◆ **Work order**
Go to the line containing "the DOT language." in the records below and print it and every following line exactly, on through the line containing "line. Give via points where an edge curves.", then stop.

------------------------

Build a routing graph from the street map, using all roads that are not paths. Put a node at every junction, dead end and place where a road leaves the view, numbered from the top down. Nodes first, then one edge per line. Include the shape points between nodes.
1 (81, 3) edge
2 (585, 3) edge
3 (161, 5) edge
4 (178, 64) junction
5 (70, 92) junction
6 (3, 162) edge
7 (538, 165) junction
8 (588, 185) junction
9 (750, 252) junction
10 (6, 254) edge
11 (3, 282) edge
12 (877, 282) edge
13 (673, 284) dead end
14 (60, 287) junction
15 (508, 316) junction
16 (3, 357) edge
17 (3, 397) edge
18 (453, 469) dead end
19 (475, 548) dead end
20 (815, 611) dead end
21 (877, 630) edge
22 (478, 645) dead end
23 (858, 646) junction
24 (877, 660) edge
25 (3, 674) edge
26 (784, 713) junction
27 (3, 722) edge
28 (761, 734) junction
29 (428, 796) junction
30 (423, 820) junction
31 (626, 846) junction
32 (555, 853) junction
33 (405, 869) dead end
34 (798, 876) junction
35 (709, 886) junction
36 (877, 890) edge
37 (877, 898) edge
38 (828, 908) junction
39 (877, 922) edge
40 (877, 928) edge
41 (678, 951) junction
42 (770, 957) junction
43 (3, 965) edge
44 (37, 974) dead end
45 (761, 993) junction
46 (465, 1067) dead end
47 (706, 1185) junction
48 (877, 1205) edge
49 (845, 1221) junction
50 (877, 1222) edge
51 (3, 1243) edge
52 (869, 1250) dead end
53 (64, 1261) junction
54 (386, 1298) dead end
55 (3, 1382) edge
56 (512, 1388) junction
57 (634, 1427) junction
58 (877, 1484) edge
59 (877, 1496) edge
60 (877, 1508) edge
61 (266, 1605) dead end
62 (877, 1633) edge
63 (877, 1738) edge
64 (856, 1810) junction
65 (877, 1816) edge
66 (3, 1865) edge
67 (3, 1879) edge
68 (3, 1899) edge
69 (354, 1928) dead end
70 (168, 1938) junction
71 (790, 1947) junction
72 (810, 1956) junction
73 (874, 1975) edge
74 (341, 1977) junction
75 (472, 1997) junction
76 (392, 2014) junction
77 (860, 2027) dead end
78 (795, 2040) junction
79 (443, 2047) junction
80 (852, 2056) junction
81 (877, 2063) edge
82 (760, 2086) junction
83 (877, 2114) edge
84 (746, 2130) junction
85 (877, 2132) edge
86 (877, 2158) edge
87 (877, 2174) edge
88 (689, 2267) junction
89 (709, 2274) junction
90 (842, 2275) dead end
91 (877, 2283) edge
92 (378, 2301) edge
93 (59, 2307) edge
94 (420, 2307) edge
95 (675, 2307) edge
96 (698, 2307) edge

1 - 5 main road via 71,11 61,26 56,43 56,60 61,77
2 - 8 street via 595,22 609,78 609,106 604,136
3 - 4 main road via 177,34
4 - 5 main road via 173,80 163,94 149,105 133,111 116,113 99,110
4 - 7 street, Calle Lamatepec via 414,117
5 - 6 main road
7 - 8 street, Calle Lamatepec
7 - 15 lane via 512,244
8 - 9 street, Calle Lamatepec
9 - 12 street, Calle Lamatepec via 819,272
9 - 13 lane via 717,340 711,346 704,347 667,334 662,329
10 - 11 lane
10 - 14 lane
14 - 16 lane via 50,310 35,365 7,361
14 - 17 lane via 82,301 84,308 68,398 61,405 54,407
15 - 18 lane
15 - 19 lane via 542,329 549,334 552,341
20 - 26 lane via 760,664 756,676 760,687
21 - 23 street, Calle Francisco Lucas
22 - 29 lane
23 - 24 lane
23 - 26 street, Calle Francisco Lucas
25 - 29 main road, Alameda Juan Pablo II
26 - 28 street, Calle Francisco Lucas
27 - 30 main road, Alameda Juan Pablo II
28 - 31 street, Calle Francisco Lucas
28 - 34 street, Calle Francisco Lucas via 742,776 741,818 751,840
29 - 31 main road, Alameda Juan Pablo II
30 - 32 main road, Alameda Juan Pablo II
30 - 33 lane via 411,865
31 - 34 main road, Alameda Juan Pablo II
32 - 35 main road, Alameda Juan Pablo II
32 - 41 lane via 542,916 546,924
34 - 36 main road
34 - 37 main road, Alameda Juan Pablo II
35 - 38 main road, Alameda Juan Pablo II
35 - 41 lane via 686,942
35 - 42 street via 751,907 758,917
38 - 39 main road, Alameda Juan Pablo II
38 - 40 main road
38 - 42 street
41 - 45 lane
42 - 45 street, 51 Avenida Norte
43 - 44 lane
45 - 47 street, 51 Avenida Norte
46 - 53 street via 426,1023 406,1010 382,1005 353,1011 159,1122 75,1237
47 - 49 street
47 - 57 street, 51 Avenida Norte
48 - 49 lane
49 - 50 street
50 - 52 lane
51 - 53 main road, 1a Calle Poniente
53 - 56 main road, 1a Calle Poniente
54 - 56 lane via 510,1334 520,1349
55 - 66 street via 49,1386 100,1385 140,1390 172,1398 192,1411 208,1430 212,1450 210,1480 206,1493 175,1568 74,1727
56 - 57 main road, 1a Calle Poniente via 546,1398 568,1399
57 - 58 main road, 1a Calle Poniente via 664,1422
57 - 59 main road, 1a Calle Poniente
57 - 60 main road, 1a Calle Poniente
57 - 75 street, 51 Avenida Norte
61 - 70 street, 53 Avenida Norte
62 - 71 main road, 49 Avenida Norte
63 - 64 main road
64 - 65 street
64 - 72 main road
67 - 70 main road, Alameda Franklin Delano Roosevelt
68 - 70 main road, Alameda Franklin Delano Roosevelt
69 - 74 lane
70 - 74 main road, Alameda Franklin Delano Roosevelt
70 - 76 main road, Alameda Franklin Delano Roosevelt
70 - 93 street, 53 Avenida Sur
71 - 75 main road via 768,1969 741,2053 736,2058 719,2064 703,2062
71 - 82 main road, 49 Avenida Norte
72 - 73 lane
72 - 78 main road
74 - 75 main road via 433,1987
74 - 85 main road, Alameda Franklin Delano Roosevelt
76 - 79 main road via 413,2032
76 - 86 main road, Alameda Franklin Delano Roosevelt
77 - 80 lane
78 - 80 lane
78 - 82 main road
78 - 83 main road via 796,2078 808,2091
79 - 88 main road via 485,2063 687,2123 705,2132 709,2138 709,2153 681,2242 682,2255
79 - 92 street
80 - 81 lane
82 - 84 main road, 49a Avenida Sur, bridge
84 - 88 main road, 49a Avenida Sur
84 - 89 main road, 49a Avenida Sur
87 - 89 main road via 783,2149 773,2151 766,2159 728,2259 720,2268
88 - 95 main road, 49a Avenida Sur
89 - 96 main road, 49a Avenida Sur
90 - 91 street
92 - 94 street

------------------------

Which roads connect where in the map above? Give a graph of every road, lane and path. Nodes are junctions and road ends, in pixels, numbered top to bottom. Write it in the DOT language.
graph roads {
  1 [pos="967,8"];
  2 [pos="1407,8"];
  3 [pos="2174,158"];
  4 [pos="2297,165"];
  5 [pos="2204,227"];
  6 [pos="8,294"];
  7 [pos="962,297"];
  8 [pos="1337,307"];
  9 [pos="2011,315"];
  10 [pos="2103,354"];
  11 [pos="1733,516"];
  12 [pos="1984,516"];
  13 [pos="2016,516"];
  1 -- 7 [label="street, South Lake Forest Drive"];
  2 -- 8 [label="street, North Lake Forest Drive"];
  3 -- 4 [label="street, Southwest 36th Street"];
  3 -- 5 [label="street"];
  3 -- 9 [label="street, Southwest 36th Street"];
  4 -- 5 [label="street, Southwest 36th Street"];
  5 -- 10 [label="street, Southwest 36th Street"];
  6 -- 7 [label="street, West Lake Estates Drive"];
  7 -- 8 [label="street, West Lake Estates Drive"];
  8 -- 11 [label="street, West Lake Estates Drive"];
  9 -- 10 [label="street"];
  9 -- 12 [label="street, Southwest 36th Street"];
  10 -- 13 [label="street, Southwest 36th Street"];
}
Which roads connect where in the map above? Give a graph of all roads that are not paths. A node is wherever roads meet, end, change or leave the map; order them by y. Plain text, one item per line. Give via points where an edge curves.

------------------------

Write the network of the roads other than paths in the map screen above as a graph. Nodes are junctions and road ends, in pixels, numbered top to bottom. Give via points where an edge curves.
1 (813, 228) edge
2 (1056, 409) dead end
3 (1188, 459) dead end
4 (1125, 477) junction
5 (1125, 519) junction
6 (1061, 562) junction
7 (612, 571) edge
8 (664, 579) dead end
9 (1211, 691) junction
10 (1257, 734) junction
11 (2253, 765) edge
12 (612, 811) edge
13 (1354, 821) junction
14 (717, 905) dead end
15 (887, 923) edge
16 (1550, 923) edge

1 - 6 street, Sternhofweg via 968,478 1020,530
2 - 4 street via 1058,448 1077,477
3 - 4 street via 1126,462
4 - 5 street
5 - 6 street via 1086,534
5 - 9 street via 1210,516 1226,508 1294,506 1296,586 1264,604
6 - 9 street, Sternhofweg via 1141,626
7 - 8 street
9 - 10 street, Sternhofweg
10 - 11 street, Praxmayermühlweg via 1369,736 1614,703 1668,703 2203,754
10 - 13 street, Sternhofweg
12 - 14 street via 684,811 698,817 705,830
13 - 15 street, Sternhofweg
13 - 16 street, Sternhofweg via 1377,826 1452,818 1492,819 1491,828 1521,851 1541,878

------------------------

◆ **Answer box**
Which roads connect where in the map above? Give a graph of every road, lane and path. Nodes are junctions and road ends, in pixels, numbered top to bottom. Write it in the DOT language.
graph roads {
  1 [pos="967,8"];
  2 [pos="1407,8"];
  3 [pos="2174,158"];
  4 [pos="2297,165"];
  5 [pos="2204,227"];
  6 [pos="8,294"];
  7 [pos="962,297"];
  8 [pos="1337,307"];
  9 [pos="2011,315"];
  10 [pos="2103,354"];
  11 [pos="1733,516"];
  12 [pos="1984,516"];
  13 [pos="2016,516"];
  1 -- 7 [label="street, South Lake Forest Drive"];
  2 -- 8 [label="street, North Lake Forest Drive"];
  3 -- 4 [label="street, Southwest 36th Street"];
  3 -- 5 [label="street"];
  3 -- 9 [label="street, Southwest 36th Street"];
  4 -- 5 [label="street, Southwest 36th Street"];
  5 -- 10 [label="street, Southwest 36th Street"];
  6 -- 7 [label="street, West Lake Estates Drive"];
  7 -- 8 [label="street, West Lake Estates Drive"];
  8 -- 11 [label="street, West Lake Estates Drive"];
  9 -- 10 [label="street"];
  9 -- 12 [label="street, Southwest 36th Street"];
  10 -- 13 [label="street, Southwest 36th Street"];
}
Which roads connect where in the map above? Give a graph of all roads that are not paths. A node is wherever roads meet, end, change or leave the map; order them by y. Plain text, one item per line. Give via points where an edge curves.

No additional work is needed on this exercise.